The problem here, though, is that coal is very cheap -- but also very dirty. So in this case, the free market is not going to save us from pollution and global warming.

As someone mentioned upthread, that leaves us with three solutions:

1. The government simply imposes restrictions on carbon emissions. Simple and direct but it doesn't actually do anything to solve the problem. It would be likely to drive up energy costs without providing any alternatives.

2. The government promotes the development of alternative technologies through financial incentives. This has the advantage of addressing possible solutions but it doesn't do anything to rein in the current problem.

3. Create a cockamamie artificial "free market" in cap-and-trade derivatives, which does little to address the problem and nothing to provide solutions.

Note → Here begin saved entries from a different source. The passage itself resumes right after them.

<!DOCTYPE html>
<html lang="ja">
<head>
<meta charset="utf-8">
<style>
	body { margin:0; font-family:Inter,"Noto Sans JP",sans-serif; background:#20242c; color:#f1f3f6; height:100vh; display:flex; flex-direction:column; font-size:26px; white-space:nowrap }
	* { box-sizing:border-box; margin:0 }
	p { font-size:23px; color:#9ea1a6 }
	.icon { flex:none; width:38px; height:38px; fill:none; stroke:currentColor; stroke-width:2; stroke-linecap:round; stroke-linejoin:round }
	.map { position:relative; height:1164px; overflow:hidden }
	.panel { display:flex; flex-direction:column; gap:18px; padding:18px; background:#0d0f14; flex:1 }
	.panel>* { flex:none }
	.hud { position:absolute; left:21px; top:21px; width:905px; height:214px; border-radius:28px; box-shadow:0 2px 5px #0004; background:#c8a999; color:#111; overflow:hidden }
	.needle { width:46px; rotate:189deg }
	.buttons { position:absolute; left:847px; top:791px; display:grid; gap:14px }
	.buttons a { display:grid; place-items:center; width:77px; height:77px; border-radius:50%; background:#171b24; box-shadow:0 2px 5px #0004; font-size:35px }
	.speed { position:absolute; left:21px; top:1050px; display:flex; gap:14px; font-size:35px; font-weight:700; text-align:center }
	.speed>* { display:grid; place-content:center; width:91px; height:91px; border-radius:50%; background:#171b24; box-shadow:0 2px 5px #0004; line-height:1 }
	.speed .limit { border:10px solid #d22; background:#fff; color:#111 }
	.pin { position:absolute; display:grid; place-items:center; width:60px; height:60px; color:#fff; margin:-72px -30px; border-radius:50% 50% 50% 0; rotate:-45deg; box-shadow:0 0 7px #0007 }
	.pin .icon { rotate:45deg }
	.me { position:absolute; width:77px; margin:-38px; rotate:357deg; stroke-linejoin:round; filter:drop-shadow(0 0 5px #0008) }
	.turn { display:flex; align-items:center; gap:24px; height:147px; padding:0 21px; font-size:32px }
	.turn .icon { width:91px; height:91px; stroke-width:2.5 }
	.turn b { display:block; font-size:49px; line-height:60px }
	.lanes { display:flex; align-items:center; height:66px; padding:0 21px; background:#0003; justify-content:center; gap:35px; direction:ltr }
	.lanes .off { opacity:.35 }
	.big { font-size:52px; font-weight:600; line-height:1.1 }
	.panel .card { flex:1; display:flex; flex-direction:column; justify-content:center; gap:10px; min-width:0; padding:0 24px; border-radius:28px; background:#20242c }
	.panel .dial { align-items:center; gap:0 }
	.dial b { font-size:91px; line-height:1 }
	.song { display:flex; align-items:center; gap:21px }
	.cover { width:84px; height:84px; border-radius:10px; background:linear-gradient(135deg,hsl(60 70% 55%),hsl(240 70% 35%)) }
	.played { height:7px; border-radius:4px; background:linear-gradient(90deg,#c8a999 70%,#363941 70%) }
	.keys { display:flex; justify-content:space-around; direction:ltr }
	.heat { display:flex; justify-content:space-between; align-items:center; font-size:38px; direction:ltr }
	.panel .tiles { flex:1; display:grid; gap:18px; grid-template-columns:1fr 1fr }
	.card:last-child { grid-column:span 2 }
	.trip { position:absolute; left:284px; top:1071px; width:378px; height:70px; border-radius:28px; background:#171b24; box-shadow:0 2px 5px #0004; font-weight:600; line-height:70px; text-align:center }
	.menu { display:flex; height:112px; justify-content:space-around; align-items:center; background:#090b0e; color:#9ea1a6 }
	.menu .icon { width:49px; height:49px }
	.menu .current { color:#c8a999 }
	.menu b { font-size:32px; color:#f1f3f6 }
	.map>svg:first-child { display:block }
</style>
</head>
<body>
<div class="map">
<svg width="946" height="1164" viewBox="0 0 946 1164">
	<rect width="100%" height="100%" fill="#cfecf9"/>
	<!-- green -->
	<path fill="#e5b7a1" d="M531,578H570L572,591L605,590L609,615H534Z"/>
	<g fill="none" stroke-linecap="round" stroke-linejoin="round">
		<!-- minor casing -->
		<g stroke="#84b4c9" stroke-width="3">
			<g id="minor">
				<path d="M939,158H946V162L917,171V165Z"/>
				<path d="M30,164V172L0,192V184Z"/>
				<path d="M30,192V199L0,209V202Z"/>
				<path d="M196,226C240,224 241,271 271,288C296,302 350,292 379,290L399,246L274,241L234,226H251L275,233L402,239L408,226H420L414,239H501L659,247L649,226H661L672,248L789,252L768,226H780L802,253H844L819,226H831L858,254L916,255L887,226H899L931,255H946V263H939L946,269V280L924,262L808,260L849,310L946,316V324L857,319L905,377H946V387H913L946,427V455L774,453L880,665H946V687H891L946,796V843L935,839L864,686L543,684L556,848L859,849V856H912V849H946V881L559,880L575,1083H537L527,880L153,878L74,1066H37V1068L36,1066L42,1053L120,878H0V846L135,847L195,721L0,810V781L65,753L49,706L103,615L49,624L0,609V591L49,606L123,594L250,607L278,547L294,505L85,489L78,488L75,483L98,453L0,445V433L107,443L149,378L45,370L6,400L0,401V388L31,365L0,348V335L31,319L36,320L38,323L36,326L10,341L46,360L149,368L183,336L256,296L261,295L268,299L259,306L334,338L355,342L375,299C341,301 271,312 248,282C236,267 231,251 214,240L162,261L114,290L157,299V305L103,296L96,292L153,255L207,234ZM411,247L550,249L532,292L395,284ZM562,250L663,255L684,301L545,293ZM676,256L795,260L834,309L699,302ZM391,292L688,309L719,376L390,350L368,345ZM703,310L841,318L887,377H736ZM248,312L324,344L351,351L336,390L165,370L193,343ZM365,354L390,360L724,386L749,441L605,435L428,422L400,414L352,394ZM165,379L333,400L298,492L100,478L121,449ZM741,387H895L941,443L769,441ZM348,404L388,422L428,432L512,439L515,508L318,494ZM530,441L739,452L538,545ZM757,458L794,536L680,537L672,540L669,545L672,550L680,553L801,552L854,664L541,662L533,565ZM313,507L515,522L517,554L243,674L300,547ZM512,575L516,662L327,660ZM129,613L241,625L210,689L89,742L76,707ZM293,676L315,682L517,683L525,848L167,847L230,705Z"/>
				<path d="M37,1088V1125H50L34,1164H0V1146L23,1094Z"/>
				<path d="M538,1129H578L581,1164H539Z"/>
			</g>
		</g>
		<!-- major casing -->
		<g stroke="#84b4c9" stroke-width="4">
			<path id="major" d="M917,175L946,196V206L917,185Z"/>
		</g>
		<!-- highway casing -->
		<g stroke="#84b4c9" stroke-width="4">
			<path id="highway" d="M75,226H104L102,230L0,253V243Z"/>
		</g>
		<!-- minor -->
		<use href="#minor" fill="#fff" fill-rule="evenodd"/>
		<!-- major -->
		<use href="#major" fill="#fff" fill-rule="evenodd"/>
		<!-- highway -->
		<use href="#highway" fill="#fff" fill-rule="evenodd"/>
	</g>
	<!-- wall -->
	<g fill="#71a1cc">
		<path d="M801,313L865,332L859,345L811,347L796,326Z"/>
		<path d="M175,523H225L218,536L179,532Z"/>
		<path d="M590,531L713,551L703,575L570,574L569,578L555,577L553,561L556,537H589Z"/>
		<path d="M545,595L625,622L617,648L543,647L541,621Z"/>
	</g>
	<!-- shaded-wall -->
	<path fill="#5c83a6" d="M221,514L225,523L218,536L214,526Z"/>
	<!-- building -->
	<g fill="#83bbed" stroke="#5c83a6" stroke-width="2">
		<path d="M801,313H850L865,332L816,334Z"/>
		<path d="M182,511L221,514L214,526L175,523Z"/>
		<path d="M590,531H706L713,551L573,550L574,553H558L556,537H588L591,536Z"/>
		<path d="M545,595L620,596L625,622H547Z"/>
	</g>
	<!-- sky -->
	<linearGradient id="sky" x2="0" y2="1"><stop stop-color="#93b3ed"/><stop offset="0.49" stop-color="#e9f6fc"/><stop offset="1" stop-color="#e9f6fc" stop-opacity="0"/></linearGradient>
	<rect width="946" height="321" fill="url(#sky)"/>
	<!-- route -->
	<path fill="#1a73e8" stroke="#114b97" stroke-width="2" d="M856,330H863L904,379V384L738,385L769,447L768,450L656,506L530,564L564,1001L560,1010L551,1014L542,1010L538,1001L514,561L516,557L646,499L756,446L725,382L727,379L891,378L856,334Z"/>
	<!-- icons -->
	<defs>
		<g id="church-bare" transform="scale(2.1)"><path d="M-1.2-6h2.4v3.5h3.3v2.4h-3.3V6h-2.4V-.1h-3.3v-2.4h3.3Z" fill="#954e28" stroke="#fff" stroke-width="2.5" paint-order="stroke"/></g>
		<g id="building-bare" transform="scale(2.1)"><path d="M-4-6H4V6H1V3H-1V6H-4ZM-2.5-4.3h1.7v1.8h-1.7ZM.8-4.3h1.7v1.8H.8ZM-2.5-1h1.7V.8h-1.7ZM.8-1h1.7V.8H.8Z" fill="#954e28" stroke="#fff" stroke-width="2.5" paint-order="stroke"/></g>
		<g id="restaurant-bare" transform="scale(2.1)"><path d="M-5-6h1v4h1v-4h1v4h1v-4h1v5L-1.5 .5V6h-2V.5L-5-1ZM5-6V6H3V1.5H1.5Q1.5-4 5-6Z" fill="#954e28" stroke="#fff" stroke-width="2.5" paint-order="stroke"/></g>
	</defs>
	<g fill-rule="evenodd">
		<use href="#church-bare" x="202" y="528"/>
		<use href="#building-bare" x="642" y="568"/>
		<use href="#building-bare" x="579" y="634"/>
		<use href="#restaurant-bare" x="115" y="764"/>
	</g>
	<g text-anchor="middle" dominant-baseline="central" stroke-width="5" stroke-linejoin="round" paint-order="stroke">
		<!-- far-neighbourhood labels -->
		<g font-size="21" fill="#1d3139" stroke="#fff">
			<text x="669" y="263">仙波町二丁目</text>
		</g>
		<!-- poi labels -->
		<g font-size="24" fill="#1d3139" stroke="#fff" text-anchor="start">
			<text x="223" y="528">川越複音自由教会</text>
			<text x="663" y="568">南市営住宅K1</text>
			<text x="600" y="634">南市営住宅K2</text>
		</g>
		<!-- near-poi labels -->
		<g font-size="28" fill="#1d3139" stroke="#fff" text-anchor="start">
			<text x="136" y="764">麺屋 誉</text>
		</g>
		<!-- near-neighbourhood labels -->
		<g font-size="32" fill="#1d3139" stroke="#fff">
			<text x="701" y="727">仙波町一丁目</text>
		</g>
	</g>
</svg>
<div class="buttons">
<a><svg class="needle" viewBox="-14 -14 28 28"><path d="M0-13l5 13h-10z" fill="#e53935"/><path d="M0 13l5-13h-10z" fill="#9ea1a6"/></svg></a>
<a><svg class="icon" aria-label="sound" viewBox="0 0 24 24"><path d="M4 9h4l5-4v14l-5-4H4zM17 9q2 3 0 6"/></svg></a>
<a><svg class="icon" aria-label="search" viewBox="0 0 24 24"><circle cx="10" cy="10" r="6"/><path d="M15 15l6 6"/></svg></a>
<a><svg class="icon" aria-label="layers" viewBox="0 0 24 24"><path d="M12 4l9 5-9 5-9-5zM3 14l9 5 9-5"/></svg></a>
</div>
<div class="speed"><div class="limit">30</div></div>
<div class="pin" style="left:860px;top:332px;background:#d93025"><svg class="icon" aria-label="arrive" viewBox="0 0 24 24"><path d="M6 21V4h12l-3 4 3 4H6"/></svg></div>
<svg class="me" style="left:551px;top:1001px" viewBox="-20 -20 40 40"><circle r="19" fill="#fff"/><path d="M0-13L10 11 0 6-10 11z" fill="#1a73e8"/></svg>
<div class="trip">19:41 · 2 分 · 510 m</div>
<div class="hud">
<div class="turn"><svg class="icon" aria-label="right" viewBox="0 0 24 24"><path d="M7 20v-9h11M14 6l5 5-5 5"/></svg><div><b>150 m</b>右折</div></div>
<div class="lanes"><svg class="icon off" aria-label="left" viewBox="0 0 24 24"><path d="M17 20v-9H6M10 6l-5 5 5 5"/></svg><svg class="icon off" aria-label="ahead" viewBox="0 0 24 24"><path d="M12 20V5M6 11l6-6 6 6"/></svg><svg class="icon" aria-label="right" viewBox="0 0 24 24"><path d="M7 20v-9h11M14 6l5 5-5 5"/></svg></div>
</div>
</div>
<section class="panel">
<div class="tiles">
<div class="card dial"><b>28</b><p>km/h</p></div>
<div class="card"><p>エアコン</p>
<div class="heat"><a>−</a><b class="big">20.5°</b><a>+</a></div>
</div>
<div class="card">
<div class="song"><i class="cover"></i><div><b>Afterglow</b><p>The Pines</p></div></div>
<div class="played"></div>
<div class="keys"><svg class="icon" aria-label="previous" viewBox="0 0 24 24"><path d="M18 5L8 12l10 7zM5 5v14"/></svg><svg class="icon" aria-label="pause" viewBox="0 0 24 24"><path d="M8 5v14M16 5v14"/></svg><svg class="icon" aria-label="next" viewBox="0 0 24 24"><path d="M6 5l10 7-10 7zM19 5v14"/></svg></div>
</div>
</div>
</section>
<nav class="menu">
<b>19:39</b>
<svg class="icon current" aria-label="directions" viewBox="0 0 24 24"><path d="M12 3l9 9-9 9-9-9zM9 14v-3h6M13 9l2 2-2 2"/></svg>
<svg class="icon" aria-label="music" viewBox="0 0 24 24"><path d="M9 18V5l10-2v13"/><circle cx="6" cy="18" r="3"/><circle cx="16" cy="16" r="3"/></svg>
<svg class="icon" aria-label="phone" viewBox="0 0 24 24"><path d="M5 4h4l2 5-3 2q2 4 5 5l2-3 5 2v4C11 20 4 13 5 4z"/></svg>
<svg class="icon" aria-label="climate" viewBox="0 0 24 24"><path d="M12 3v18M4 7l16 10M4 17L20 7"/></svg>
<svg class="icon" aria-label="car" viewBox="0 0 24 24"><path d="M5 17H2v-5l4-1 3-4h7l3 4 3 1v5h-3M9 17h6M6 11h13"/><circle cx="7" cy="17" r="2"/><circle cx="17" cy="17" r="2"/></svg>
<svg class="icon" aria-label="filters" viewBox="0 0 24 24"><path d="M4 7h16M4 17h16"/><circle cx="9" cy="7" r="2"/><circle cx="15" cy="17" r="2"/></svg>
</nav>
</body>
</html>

The free market types, of course, hate #1 and love #3. They're also willing to accept #2 to a degree, since it would mean government seed money going to private companies -- but they're really not thrilled about the potential for backyard generation of solar or wind power, which would cut the major energy firms out of the picture. They're much more enthusiastic about the idea of "carbon sequestration," which would not only keep the coal companies in business but would add another layer of expensive technology to current methods of power generation, thus perpetuating a heavily centralized and capital-dependent system.

But the real dirty secret here is that this argument isn't actually about energy or pollution or global warming. It's about the fact that the free market has failed to solve the most pressing problem of our time, thus invalidating its central claim to be the ultimate answer to everything -- and making the brutality and injustice that it creates along the way a lot more suspect.

Sure, this silly cap-and-trade system has the potential for helping a small number of wealthy people to become even richer, while screwing over everybody else and doing nothing to address the actual problem. But that's just a side benefit. Its real purpose is to continue propping up the rotting structure of capitalism for another generation.

And I use the word "rotting" quite deliberately -- not in the sense that a 1930s socialist might have thrown it out as an insult, but in the sense that capitalism itself has now become a shambling zombie, or perhaps an immortal vampire. It has less and less connection to the provision of actual things that people need but is merely a disintegrating remnant of what it once was, maintaining its artifical existence by feeding on the blood and brains of the living. And cap-and-trade is just one more sign of that ongoing decay.